The Pieces Finally Fall into Place
If on the other hand,, you have been looking all year for something that’s just right and that job happens to pop up right before the December holidays, you know now more than ever that the right job for you is pretty rare. That’s even more reason to grab it with both hands before it flies away never to be seen again. Some of the best opportunities are fleeting, don’t miss out because you were stuck in indecision.
Pros and Cons
What you do need to do however, before you take that giant fat leap into a new job; is weigh up the options. It’s easy to get excited but, and that’s a very big but, what is there to lose by resigning from your job now and what is there to gain from accepting the offer. At this time of year, you are likely missing out on a bonus, are you likely to miss out on an increase too? Some companies are very fickle when it comes to this stuff, if you’re out you’re out. If they are a cool business they might consider giving you a portion of your bonus – the trick is, don’t hold your breath.

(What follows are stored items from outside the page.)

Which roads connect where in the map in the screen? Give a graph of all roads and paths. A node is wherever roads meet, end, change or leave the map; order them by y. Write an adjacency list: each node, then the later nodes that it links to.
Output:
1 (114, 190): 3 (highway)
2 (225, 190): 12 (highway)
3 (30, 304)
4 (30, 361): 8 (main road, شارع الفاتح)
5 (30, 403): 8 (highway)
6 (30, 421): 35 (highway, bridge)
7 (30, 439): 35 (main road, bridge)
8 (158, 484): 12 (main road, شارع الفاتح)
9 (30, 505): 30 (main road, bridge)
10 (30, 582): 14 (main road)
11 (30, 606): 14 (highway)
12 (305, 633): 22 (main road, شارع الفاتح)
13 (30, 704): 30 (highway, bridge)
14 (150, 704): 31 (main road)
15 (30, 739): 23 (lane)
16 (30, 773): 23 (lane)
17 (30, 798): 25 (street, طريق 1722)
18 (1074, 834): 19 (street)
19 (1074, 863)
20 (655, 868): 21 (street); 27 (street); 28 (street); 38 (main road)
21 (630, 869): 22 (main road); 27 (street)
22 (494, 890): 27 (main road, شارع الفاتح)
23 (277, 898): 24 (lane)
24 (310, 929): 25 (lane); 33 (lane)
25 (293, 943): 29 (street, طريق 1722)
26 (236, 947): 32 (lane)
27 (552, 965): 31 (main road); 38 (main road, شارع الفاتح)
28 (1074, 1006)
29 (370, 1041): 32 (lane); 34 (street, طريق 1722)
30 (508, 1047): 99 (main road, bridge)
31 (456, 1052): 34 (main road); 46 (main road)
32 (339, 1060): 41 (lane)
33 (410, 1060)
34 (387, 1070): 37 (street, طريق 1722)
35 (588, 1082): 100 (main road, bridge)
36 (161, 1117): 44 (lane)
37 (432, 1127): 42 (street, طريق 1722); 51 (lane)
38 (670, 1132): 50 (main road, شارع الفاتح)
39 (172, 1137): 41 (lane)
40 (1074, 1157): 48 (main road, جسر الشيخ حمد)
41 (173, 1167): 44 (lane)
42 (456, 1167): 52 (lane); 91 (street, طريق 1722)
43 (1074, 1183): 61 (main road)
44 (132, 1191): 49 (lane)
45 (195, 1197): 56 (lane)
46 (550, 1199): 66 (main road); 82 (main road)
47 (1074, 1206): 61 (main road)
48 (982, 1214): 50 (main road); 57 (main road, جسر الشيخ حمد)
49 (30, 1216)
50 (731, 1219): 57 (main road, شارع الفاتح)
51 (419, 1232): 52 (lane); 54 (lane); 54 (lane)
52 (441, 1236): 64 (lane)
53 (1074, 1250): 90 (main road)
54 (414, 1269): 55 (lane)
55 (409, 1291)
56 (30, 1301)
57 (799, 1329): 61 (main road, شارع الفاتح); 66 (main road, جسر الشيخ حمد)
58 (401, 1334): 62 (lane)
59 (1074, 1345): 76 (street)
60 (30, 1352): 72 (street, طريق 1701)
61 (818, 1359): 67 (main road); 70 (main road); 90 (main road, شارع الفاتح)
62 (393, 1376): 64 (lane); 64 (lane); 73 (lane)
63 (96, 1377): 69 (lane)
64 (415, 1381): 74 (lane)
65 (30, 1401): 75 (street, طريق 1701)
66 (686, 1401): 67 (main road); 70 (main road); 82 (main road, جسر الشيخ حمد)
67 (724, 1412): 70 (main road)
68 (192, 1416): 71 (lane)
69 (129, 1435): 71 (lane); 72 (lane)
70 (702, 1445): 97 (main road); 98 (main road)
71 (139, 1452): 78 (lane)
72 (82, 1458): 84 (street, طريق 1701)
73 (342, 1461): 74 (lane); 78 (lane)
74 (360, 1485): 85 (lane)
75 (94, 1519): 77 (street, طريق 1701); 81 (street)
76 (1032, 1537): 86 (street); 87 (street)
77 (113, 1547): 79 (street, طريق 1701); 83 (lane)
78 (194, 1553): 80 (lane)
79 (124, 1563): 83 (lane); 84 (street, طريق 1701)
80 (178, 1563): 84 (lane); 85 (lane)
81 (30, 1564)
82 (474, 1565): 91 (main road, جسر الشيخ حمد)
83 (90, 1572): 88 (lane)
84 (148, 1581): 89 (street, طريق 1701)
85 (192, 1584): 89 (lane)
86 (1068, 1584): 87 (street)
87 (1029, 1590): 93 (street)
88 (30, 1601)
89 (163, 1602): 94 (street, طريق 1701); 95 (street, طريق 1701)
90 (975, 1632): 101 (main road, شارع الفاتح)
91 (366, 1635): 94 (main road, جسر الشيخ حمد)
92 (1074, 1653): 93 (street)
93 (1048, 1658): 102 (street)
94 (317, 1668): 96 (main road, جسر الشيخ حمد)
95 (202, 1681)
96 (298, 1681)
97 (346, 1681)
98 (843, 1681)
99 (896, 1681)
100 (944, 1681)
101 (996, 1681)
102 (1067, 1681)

Decide whether it’s worth moving regardless of the increases and the potential bonus first. If you aren’t expecting that little extra dough you can’t be disappointed.

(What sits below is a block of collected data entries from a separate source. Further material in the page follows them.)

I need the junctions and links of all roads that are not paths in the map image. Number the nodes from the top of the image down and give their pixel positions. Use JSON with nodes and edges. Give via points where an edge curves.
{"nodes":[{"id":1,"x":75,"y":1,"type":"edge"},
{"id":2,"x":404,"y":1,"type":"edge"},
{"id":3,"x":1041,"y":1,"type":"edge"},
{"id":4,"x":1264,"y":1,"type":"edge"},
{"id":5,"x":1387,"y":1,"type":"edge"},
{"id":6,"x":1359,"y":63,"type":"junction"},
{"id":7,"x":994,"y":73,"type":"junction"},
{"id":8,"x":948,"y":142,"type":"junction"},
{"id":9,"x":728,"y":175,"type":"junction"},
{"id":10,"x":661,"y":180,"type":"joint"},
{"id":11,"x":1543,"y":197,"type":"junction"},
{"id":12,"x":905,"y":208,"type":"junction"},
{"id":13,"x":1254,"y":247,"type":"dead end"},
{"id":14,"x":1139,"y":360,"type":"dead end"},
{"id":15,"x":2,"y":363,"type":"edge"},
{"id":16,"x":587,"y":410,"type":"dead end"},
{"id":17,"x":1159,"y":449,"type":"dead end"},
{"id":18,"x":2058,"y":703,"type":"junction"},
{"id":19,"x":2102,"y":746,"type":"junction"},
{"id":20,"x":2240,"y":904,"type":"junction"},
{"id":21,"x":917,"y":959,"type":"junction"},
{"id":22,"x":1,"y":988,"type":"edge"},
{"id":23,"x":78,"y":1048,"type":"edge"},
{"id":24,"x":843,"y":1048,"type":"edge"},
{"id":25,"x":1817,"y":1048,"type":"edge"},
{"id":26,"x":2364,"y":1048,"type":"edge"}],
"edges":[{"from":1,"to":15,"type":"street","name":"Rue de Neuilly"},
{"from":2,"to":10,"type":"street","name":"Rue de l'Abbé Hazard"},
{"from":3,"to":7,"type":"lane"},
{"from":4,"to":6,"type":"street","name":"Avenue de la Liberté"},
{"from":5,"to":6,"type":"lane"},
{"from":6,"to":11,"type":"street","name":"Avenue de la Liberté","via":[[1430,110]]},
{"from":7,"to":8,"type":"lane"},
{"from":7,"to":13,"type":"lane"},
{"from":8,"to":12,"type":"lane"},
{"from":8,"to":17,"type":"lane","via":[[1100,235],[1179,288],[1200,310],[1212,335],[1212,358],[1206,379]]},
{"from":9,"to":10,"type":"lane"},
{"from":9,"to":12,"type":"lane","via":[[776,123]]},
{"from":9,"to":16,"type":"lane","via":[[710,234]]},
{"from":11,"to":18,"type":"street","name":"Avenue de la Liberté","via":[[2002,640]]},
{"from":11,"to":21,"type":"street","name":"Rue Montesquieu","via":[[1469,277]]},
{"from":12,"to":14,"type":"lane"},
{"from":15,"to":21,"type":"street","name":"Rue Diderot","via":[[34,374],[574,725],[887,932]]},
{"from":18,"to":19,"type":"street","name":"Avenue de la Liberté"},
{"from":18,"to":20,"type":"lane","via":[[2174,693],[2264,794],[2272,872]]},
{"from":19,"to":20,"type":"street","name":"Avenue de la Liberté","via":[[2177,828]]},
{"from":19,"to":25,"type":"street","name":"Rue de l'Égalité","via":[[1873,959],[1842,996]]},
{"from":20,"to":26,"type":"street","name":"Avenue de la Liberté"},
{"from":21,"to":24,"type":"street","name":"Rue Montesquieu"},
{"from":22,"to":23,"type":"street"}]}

So based on the assumption that you have held intense debates with yourself on the matter, double checked your work contract and double checked the contract for the new job, you now have room to negotiate with your old and new boss or HR managers. You can negotiate your salary based on pending increases and bonuses as well as your start date. Maybe you can start a little in the new year and not miss out at all? You will probably find that both parties are willing to negotiate depending on their needs too. The new job can’t pay you too much more so they let you start later? The old job can’t replace you quickly so you hang around a bit longer in exchange for your bonus. You can find a way forward which is beneficial for everyone involved.
Happiness is Invaluable
If you don’t manage to successfully negotiate in and around all of the ts and cs, money, benefits and intricacies you do need to consider whether the move is worth it all together. Why is it that you were looking for a new job? If you weren’t actually looking but were offered a new job; are you moving for the right reasons? The most important factor by far is your happiness, if you are painfully unhappy it may well be worth all of the sacrifices you will need to make. Take your time thinking about this, it will always be important.
So again we ask; should you quit your job before the December holidays? Are the risks with the potential gains? Will the opportunity forever be gone if you don’t nab it now? In all honesty, whenever you leave a job you are leaving just before an increase, performance bonus or year-end bonus, are to going to stay on the wheel or escape the rate race and grow your career on your own terms?